Culture & Inclusion

The Broken Rung in 2026: Why The First-Manager Gate Still Leaks

A professional reviewing notes alone before a meeting

Eleven years into the same study, the same gap. The 2025 edition of Women in the Workplace by McKinsey and LeanIn, drawing on data from over 120 companies and 9,000 employees, restates the finding that the rest of the pipeline conversation tends to skip over: the weakest joint in the corporate ladder is not the boardroom, it is the very first management promotion.

The numbers, in their own words: "For every 100 men promoted to manager last year, only 93 women were promoted, and the numbers are worse for women of colour: just 82 Asian women and Latinas and 60 Black women were promoted." This is what the report calls the broken rung, and it is the structural reason every level above it stays disproportionately male.

The compounding effect: a 7-point gap at first promotion, then a 12-point gap for some women of colour, then a 40-point gap for Black women, all of it landing inside the first management decision a leader makes about a candidate's readiness.

Why The Number Sits There

Promotion to first-line manager is the first time a behavioural judgement, not just a performance one, gets formalised. Up to that point, an individual contributor's record is mostly about output. At the manager gate, the conversation shifts: can this person hold a room, give difficult feedback, take a stretch decision under uncertainty, push back on senior peers when needed? Those are behavioural assessments, and they are far more sensitive to bias, to who got which stretch assignment, to who was sponsored versus who was mentored, to who was already in the corridor when the role came up.

The 2025 report adds a second finding that should change how organisations read it. For the first time, McKinsey and LeanIn report a notable ambition gap: 80% of women want to be promoted to the next level, compared with 86% of men. The temptation is to treat that as a confidence problem, or worse, as a personal-choice story. The data does not support that reading. The same report notes the gap closes when women receive the same career support as men: sponsorship, manager support, and access to stretch opportunities.
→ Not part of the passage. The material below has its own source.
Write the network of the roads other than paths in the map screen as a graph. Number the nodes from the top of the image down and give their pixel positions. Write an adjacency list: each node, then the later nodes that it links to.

In other words, the ambition gap is downstream of the experience gap. It is what people want when the system has already taught them what to expect.

What Most Organisations Do

The default response to a broken-rung number is broadly the same one organisations have used since the first Women in the Workplace report in 2015: a sponsorship programme, an unconscious bias module, a leadership cohort for high-potential women. These are not bad ideas, but the evidence on each is uneven, and the most common interventions are precisely the ones least likely to change a single behaviour at the moment of promotion.
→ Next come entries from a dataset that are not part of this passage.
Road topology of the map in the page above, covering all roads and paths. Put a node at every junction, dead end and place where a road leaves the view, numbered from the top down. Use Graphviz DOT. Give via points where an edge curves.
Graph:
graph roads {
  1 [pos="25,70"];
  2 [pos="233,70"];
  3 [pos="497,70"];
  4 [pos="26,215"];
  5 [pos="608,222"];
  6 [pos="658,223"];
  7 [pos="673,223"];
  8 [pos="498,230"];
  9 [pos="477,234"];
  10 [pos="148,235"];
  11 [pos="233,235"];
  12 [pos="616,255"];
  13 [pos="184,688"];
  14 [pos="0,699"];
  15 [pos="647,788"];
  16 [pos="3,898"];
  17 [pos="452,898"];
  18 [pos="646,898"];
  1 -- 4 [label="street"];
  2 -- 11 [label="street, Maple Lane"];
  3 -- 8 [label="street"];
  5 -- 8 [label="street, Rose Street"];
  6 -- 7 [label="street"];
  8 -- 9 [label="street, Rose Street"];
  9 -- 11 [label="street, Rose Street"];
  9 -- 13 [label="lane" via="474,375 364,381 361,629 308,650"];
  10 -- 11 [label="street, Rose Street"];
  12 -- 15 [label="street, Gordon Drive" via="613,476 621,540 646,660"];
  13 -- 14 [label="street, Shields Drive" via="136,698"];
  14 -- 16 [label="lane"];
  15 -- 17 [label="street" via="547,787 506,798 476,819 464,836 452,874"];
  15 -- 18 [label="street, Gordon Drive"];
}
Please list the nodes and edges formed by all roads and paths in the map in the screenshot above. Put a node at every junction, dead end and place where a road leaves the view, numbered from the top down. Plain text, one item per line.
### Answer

Unconscious bias training, in particular, has a thin evidence base when measured against observed behaviour change. Awareness rises, sentiment improves, and the manager who would have promoted the louder candidate still promotes the louder candidate three months later. Roediger and Karpicke (2006), in Psychological Science, found that active retrieval improves long-term retention by around 50% compared with re-reading. Awareness sessions are re-reads. Promotion calibration in front of a sceptical observer, with feedback, is retrieval.
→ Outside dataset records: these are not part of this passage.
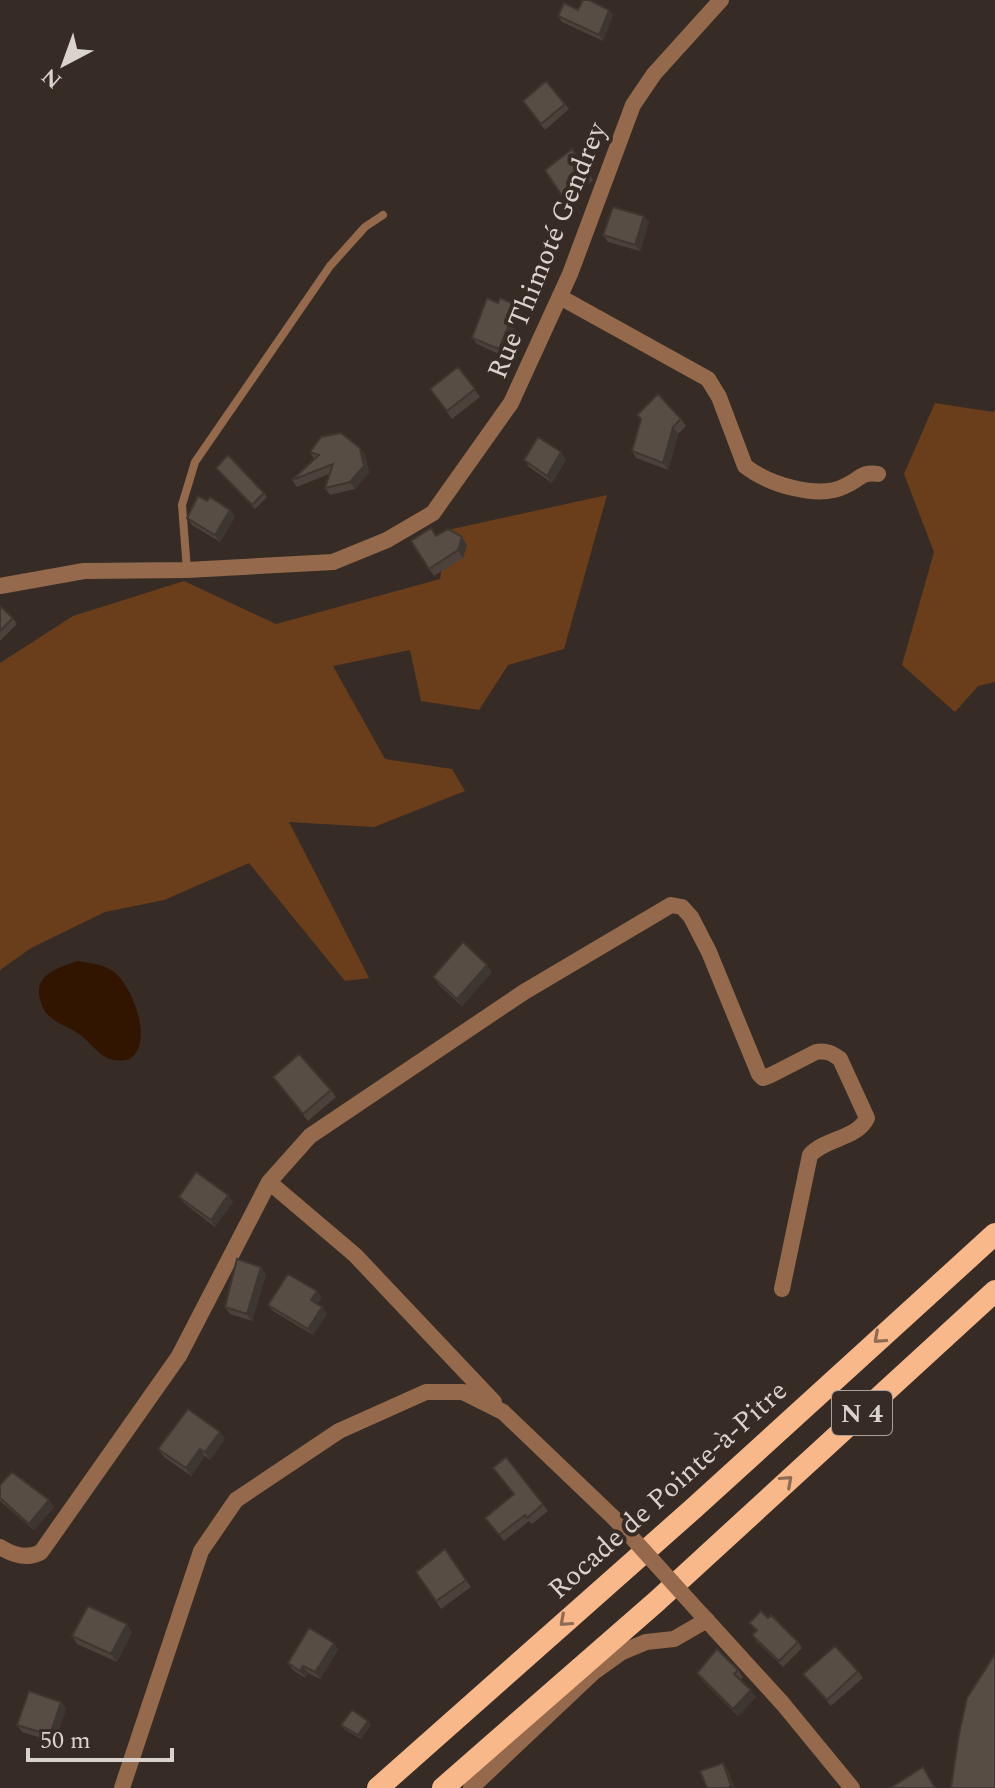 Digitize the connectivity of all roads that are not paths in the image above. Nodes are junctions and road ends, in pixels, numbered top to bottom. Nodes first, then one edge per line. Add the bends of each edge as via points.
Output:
1 (721, 0) edge
2 (383, 215) dead end
3 (560, 297) junction
4 (878, 474) dead end
5 (187, 570) junction
6 (0, 586) edge
7 (269, 1182) junction
8 (995, 1227) edge
9 (995, 1234) edge
10 (937, 1286) junction
11 (782, 1289) dead end
12 (995, 1291) edge
13 (503, 1412) junction
14 (0, 1547) edge
15 (703, 1616) junction
16 (122, 1788) edge
17 (378, 1788) edge
18 (443, 1788) edge
19 (471, 1788) edge
20 (852, 1788) edge

1 - 3 street, Rue Thimoté Gendrey via 633,105
2 - 5 lane via 330,266 195,462 182,505
3 - 4 street via 708,379 745,466 753,473 807,491 843,488 861,474
3 - 5 street, Rue Thimoté Gendrey via 511,403 433,513 387,540 333,562
5 - 6 street, Rue Thimoté Gendrey via 84,571
7 - 11 street via 310,1136 395,1076 671,905 682,907 709,952 759,1074 771,1075 816,1052 833,1054 867,1118 855,1131 810,1155
7 - 13 street via 355,1255
7 - 14 street via 179,1356 41,1552 21,1556
8 - 10 highway
9 - 10 highway, Rocade de Pointe-à-Pitre / N 4
10 -> 17 highway, Rocade de Pointe-à-Pitre / N 4
18 -> 12 highway, N 4 via 657,1601
13 - 15 street, bridge via 616,1520
13 - 16 street via 463,1392 426,1392 339,1431 236,1500 201,1551
15 - 19 street via 674,1639 646,1642 594,1672
15 - 20 street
What Works At The Promotion Gate

The change is small in scope, large in leverage. The behaviour to target is not a 90-minute online module. It is the moment a manager makes the case for one candidate over another in a calibration meeting, and the moment a sponsor decides whether to put their political capital behind someone whose progress is invisible to them.

Real behaviour change happens through lived experiences that make memories stick. Our work with leadership groups uses immersive simulation to surface those exact moments, calibration meetings staged with professional actors playing the affected stakeholders, complete with the political cross-currents that make real meetings hard. Leaders practise the conversation they will actually have to have, twice, with feedback. In our own academic research, building on behaviour-change work from UCL, Cambridge and Bocconi, immersive role-play produced approximately 20% higher observed behaviour change than passive modalities such as slides and video. Self-rated confidence, importantly, did not predict observed performance.

The implication for an organisation looking at the McKinsey numbers is that the broken rung is fixable, but not by repackaging the awareness layer. It is fixed at the gate, in the rooms where promotions are decided, by managers who have rehearsed the moves they need to make.

The broken rung is not a confidence problem. It is a calibration problem, and it is solved in the rooms where promotions are decided, not in the rooms where awareness is taught.

Inclusive leadership is not an attitude. It is a set of small, observable behaviours, repeated under realistic conditions, until they become the default in the meeting that matters. The McKinsey number is not stuck because the topic is hard. It is stuck because the rehearsal has not happened.